For clips where motion fidelity matters most, aim for 5–10 seconds instead of stretching to the 16-second maximum. Shorter clips often give you tighter motion and fewer headaches.
Key points to remember before shipping
MoE is the pick for complex, multi-scene logic. Q3 Pro gives you high-fidelity, cinematic 1080p output [3]. Q3 Turbo is the lower-cost option at $0.048/sec at 720p [3].
On APIMart, switching between these models is just a single model parameter change. Everything else in the request stays the same [3]. That means you can test one model, swap to another, and keep your integration work steady.

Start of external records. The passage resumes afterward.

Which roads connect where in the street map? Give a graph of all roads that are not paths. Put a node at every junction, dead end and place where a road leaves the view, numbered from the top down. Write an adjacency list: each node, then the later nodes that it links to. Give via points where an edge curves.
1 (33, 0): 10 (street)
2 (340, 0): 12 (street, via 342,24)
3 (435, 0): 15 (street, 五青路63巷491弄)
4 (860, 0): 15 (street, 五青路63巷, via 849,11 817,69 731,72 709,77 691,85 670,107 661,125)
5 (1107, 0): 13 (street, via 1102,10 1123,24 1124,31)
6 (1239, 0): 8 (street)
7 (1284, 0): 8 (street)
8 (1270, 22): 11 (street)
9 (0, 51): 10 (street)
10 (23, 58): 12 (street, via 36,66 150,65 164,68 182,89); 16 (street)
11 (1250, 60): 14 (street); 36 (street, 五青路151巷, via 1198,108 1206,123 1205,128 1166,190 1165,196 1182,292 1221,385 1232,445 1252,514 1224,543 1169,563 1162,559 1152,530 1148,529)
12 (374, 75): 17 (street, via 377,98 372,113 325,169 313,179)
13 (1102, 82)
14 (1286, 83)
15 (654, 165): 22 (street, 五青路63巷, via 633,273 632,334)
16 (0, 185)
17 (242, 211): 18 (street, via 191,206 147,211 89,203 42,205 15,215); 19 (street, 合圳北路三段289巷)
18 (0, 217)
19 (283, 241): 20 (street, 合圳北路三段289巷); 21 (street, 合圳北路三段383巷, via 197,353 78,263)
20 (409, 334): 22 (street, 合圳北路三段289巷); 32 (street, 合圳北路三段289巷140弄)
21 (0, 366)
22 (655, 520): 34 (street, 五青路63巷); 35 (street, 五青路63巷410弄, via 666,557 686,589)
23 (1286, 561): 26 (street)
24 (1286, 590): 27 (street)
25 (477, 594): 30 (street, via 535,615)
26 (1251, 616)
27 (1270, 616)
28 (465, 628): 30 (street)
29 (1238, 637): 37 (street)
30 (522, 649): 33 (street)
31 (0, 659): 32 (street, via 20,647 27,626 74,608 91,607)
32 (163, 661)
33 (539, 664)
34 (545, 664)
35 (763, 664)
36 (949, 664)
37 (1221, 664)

Use the same async flow each time:
- Submit the request
- Capture
task_id - Poll for status or use
callback_url
Also, download generated videos soon after they’re ready. Output links expire after 24 hours [3][11].
FAQs
Which Vidu model should I start with?
Start with the model that fits your needs for speed, audio, and visual control.

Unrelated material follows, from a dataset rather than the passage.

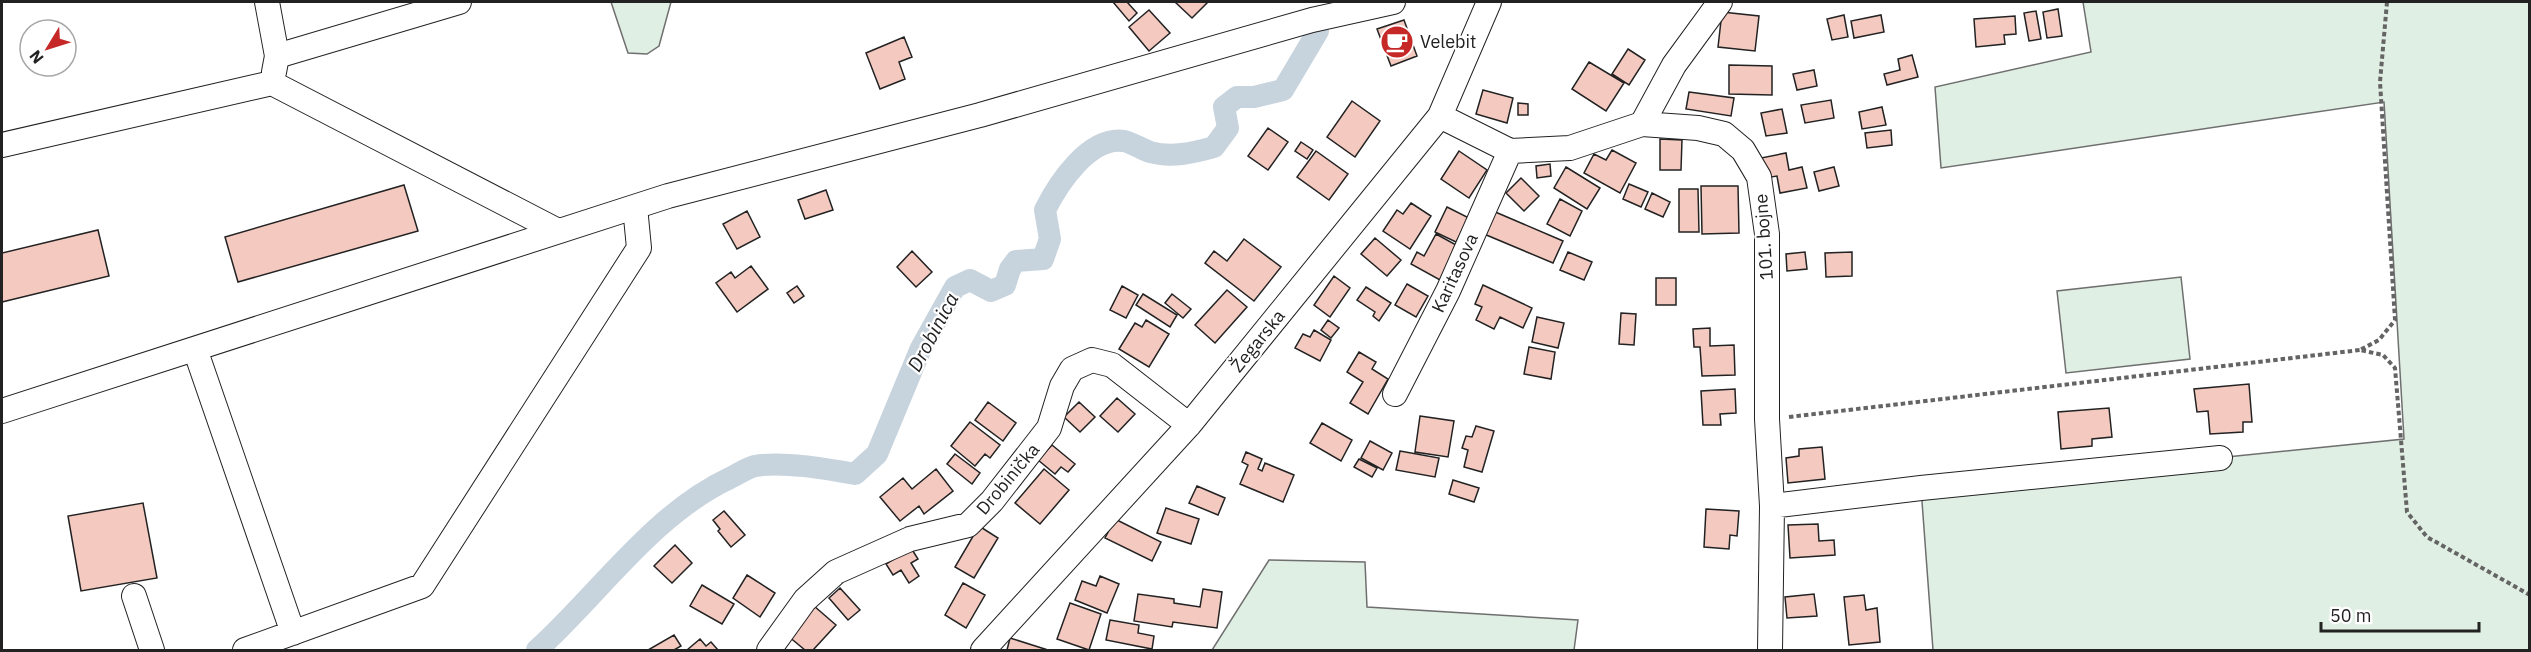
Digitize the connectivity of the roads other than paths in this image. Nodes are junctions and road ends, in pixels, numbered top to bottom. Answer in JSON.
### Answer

- viduq3-pro: best for audio-visual sync and shot segmentation
- viduq3-turbo: faster generation than the pro version
- viduq1 or viduq2: solid picks for stable video production and reliable camera movement
How do I track a video job after submitting it?
You can track your video generation task in two ways.
For production use, the best option is to include a callback_url in your initial request. When you do that, the Vidu API sends task updates and result metadata straight to your URL automatically. That means you don't need to keep checking the task status yourself.
The other option is to poll the status query API with the task_id you get after submission. Once the task state changes to success, the response will include the video download URL and other related metadata.
What inputs and limits should I know before integrating?
Before you integrate the Vidu API, make sure your inputs stay within these limits:
- Images: PNG, JPEG, JPG, or WebP only; each file must be under 50 MB and at least 128×128 pixels
- Total HTTP request body: 20 MB max
- Text prompts: up to 5,000 characters
- Payload passthrough data: up to 1,048,576 characters
Duration limits depend on the model you use. Q3 supports 1–16 seconds, Q2 supports 1–10 seconds, and Q1 supports 5 seconds.
Also, keep your API keys secure. Don’t expose them in client-side code. Send requests through a server-side intermediary instead.